----- EXCERPTED RECORDS

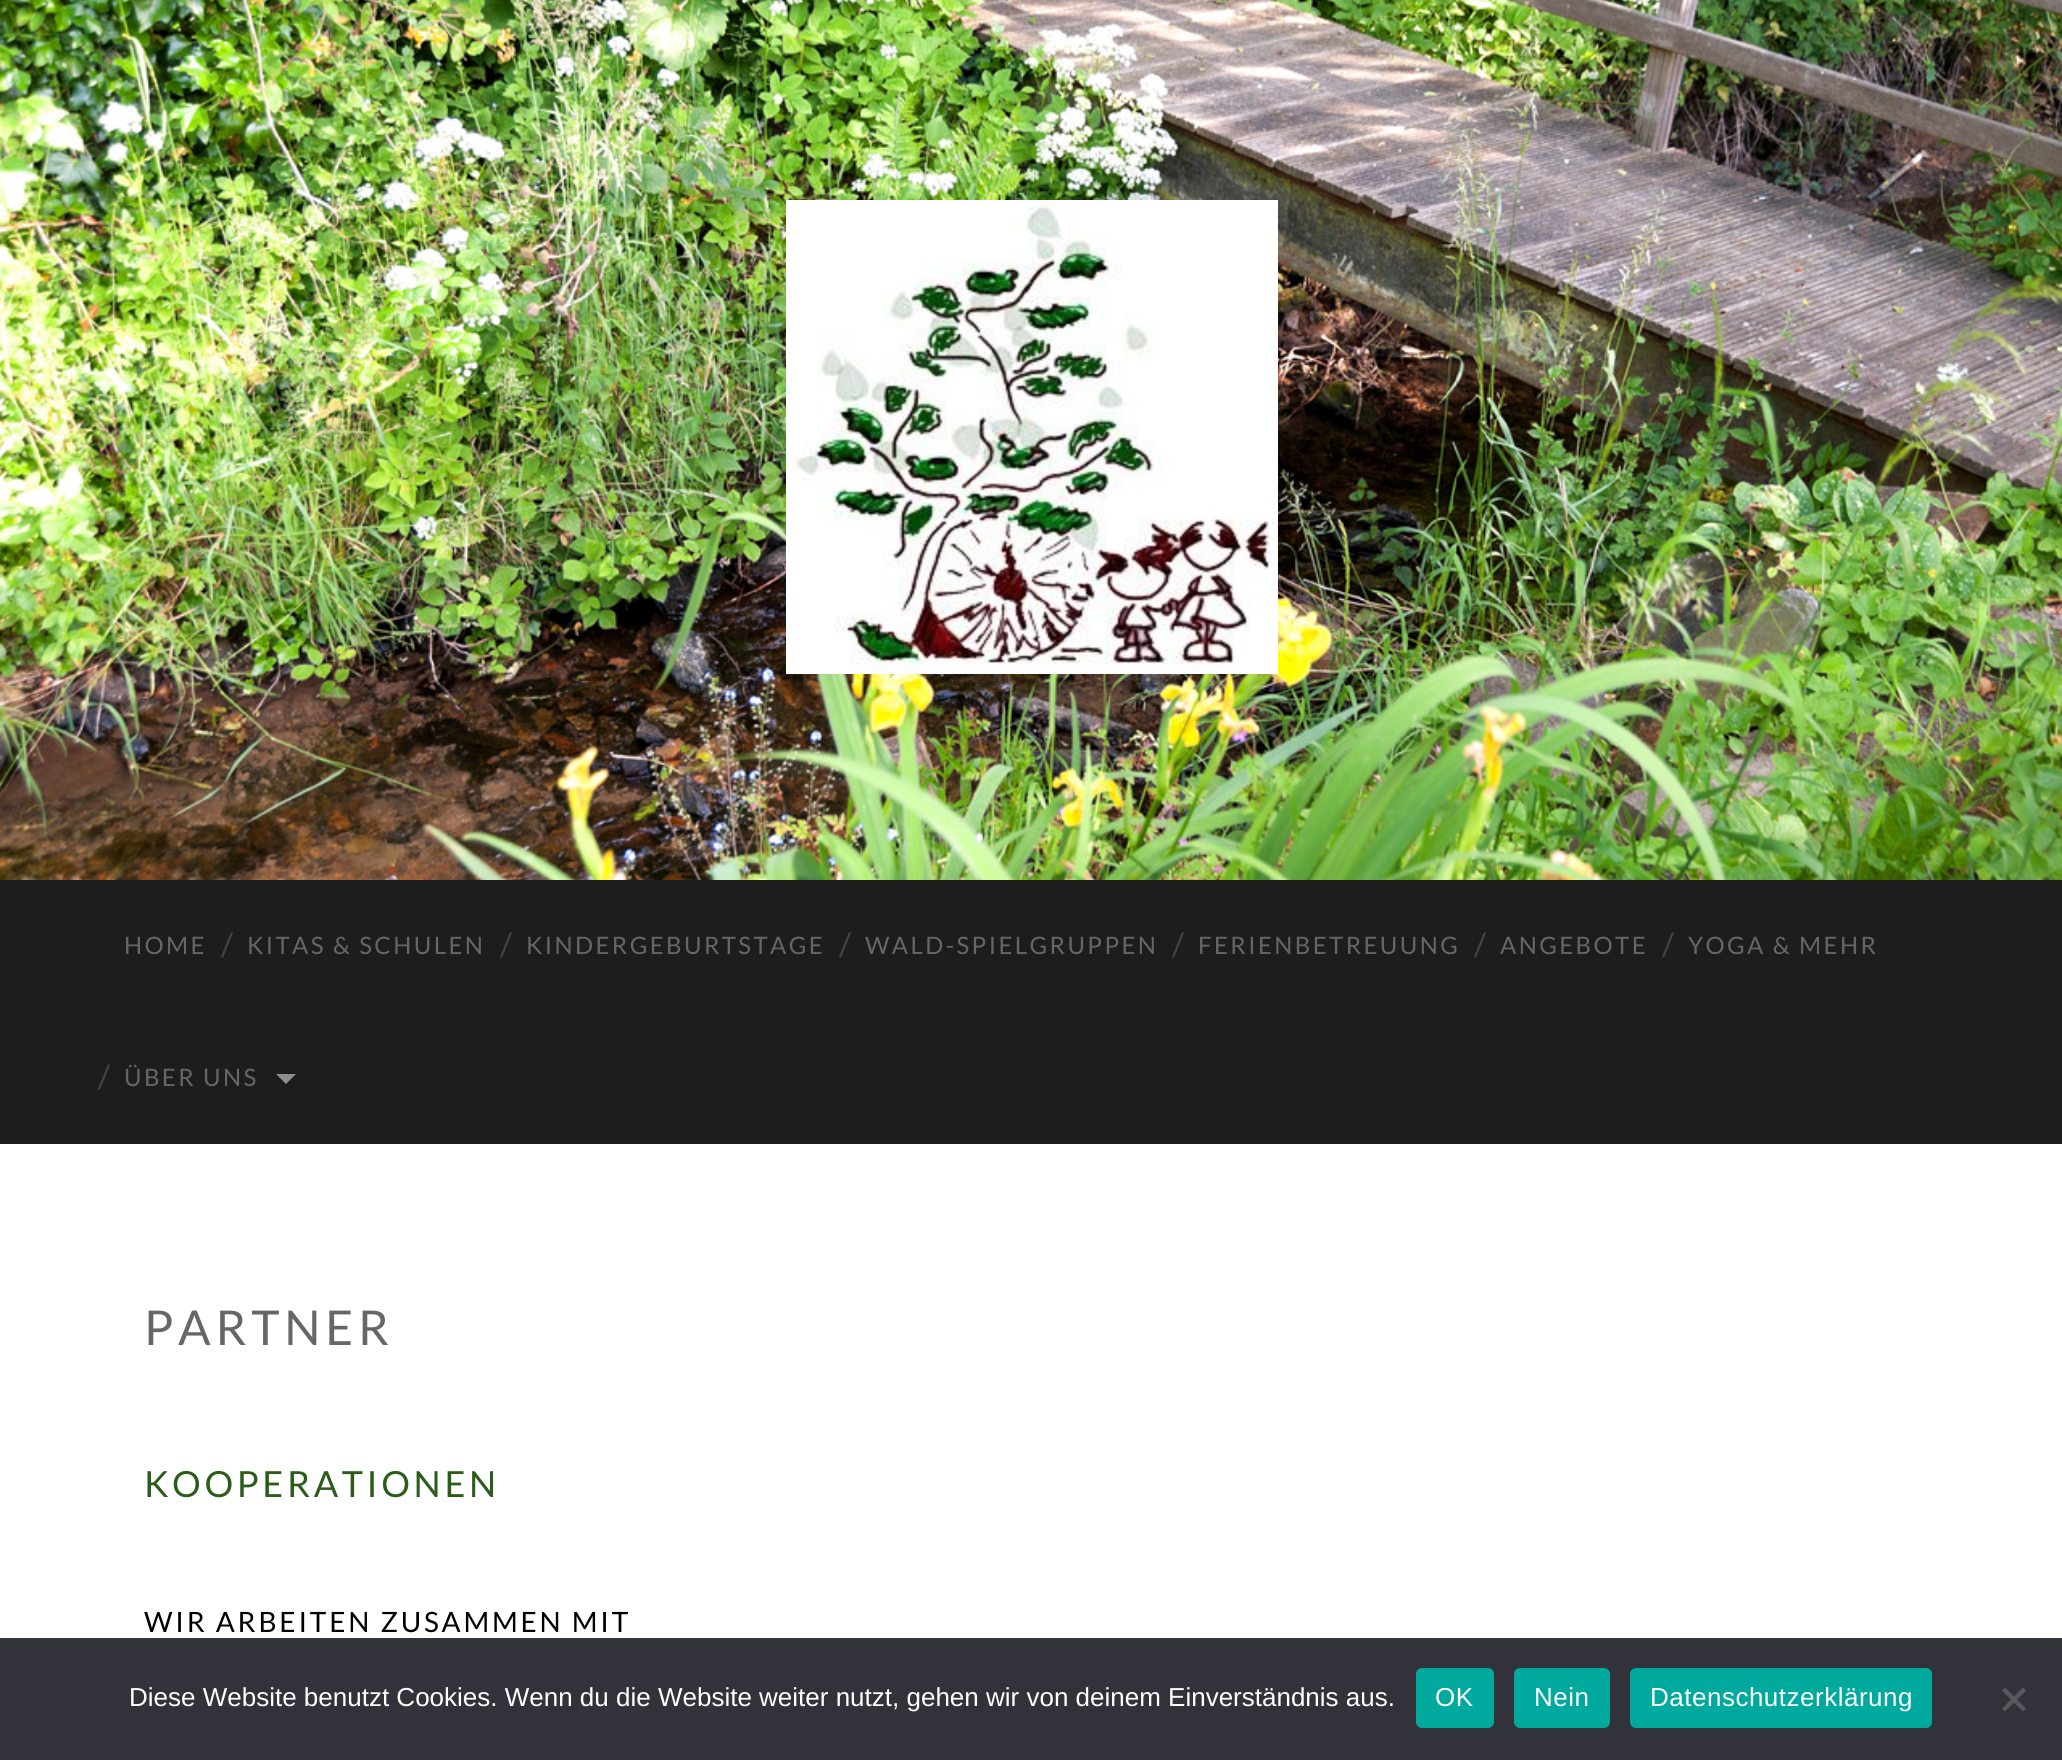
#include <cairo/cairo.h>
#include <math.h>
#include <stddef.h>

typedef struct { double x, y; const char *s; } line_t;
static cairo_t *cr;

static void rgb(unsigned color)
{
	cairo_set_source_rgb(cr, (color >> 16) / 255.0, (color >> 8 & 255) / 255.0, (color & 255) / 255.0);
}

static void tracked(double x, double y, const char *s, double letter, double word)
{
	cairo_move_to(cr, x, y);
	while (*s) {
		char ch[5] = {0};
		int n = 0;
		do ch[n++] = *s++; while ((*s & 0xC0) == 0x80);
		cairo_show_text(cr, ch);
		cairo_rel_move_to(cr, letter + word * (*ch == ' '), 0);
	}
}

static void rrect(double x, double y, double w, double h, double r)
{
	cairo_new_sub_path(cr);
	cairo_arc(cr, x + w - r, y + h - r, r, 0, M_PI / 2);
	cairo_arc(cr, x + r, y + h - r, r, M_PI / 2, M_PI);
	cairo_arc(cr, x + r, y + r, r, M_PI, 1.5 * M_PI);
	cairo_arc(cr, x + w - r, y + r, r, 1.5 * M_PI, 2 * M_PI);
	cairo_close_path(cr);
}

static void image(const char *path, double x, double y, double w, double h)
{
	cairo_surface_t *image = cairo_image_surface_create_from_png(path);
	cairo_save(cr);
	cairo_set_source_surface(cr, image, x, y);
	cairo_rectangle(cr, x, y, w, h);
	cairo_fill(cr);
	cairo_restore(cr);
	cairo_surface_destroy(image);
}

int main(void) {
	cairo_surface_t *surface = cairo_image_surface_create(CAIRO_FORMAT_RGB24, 2062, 1760);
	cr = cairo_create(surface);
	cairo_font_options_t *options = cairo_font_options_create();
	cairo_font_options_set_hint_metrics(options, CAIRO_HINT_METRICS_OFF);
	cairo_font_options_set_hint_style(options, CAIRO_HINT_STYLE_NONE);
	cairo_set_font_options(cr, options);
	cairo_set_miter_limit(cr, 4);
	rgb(0xffffff);
	cairo_paint(cr);
	image("img/1.png", 0, 0, 2062, 880);
	image("img/2.png", 786, 200, 492, 474);
	rgb(0x1d1d1d);
	cairo_rectangle(cr, 0, 880, 2062, 264);
	cairo_fill(cr);
	rgb(0x8e8e8e);
	cairo_new_path(cr);
	cairo_move_to(cr, 276, 1074);
	cairo_line_to(cr, 296, 1074);
	cairo_line_to(cr, 286, 1084);
	cairo_close_path(cr);
	cairo_fill(cr);
	rgb(0x32323a);
	cairo_rectangle(cr, 0, 1638, 2062, 122);
	cairo_fill(cr);
	rgb(0x00a99d);
	rrect(1416, 1668, 78, 60, 6);
	cairo_fill(cr);
	rrect(1514, 1668, 96, 60, 6);
	cairo_fill(cr);
	rrect(1630, 1668, 302, 60, 6);
	cairo_fill(cr);
	rgb(0x59595d);
	cairo_new_path(cr);
	cairo_move_to(cr, 2023, 1687.5);
	cairo_line_to(cr, 2026, 1690.5);
	cairo_line_to(cr, 2005, 1711.5);
	cairo_line_to(cr, 2002, 1708.5);
	cairo_close_path(cr);
	cairo_fill(cr);
	cairo_new_path(cr);
	cairo_move_to(cr, 2002, 1690.5);
	cairo_line_to(cr, 2005, 1687.5);
	cairo_line_to(cr, 2026, 1708.5);
	cairo_line_to(cr, 2023, 1711.5);
	cairo_close_path(cr);
	cairo_fill(cr);
	cairo_select_font_face(cr, "Lato", CAIRO_FONT_SLANT_NORMAL, CAIRO_FONT_WEIGHT_NORMAL);
	cairo_set_font_size(cr, 24);
	rgb(0x666666);
	tracked(124, 954, "HOME", 2.4, 0);
	cairo_set_font_size(cr, 32);
	rgb(0x444444);
	cairo_move_to(cr, 221, 956);
	cairo_show_text(cr, "/");
	cairo_set_font_size(cr, 24);
	rgb(0x666666);
	tracked(247, 954, "KITAS & SCHULEN", 2.4, 0);
	cairo_set_font_size(cr, 32);
	rgb(0x444444);
	cairo_move_to(cr, 500, 956);
	cairo_show_text(cr, "/");
	cairo_set_font_size(cr, 24);
	rgb(0x666666);
	tracked(526, 954, "KINDERGEBURTSTAGE", 2.4, 0);
	cairo_set_font_size(cr, 32);
	rgb(0x444444);
	cairo_move_to(cr, 839, 956);
	cairo_show_text(cr, "/");
	cairo_set_font_size(cr, 24);
	rgb(0x666666);
	tracked(865, 954, "WALD-SPIELGRUPPEN", 2.4, 0);
	cairo_set_font_size(cr, 32);
	rgb(0x444444);
	cairo_move_to(cr, 1172, 956);
	cairo_show_text(cr, "/");
	cairo_set_font_size(cr, 24);
	rgb(0x666666);
	tracked(1198, 954, "FERIENBETREUUNG", 2.4, 0);
	cairo_set_font_size(cr, 32);
	rgb(0x444444);
	cairo_move_to(cr, 1474, 956);
	cairo_show_text(cr, "/");
	cairo_set_font_size(cr, 24);
	rgb(0x666666);
	tracked(1500, 954, "ANGEBOTE", 2.4, 0);
	cairo_set_font_size(cr, 32);
	rgb(0x444444);
	cairo_move_to(cr, 1662, 956);
	cairo_show_text(cr, "/");
	cairo_set_font_size(cr, 24);
	rgb(0x666666);
	tracked(1688, 954, "YOGA & MEHR", 2.4, 0);
	cairo_set_font_size(cr, 32);
	rgb(0x444444);
	cairo_move_to(cr, 98, 1088);
	cairo_show_text(cr, "/");
	cairo_set_font_size(cr, 24);
	rgb(0x666666);
	tracked(124, 1086, "ÜBER UNS", 2.4, 0);
	cairo_set_font_size(cr, 48);
	tracked(144, 1345, "PARTNER", 4.75, 0);
	cairo_set_font_size(cr, 36);
	rgb(0x2b5c1a);
	tracked(144, 1497, "KOOPERATIONEN", 3.6, 0);
	cairo_set_font_size(cr, 28);
	rgb(0x000000);
	tracked(144, 1632, "WIR ARBEITEN ZUSAMMEN MIT", 2.8, 0);
	cairo_select_font_face(cr, "Liberation Sans", CAIRO_FONT_SLANT_NORMAL, CAIRO_FONT_WEIGHT_NORMAL);
	cairo_set_font_size(cr, 26);
	rgb(0xffffff);
	cairo_move_to(cr, 129, 1706);
	cairo_show_text(cr, "Diese Website benutzt Cookies. Wenn du die Website weiter nutzt, gehen wir von deinem Einverständnis aus.");
	{
		static const line_t items[] = {
			{1435, 1706, "OK"},
			{1534, 1706, "Nein"},
			{1650, 1706, "Datenschutzerklärung"},
		};
		for (size_t i = 0; i < sizeof items / sizeof *items; i++) {
			tracked(items[i].x, items[i].y, items[i].s, 0.5, 0);
		}
	}
	cairo_surface_write_to_png(surface, "page.png");
	cairo_font_options_destroy(options);
	cairo_destroy(cr);
	cairo_surface_destroy(surface);
	return 0;
}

----------

Output the lines, exactly: the first line of the entries above, every line after it, and the line with "cr = cairo_create(surface);" as the last. No pictures.

#include <cairo/cairo.h>
#include <math.h>
#include <stddef.h>

typedef struct { double x, y; const char *s; } line_t;
static cairo_t *cr;

static void rgb(unsigned color)
{
	cairo_set_source_rgb(cr, (color >> 16) / 255.0, (color >> 8 & 255) / 255.0, (color & 255) / 255.0);
}

static void tracked(double x, double y, const char *s, double letter, double word)
{
	cairo_move_to(cr, x, y);
	while (*s) {
		char ch[5] = {0};
		int n = 0;
		do ch[n++] = *s++; while ((*s & 0xC0) == 0x80);
		cairo_show_text(cr, ch);
		cairo_rel_move_to(cr, letter + word * (*ch == ' '), 0);
	}
}

static void rrect(double x, double y, double w, double h, double r)
{
	cairo_new_sub_path(cr);
	cairo_arc(cr, x + w - r, y + h - r, r, 0, M_PI / 2);
	cairo_arc(cr, x + r, y + h - r, r, M_PI / 2, M_PI);
	cairo_arc(cr, x + r, y + r, r, M_PI, 1.5 * M_PI);
	cairo_arc(cr, x + w - r, y + r, r, 1.5 * M_PI, 2 * M_PI);
	cairo_close_path(cr);
}

static void image(const char *path, double x, double y, double w, double h)
{
	cairo_surface_t *image = cairo_image_surface_create_from_png(path);
	cairo_save(cr);
	cairo_set_source_surface(cr, image, x, y);
	cairo_rectangle(cr, x, y, w, h);
	cairo_fill(cr);
	cairo_restore(cr);
	cairo_surface_destroy(image);
}

int main(void) {
	cairo_surface_t *surface = cairo_image_surface_create(CAIRO_FORMAT_RGB24, 2062, 1760);
	cr = cairo_create(surface);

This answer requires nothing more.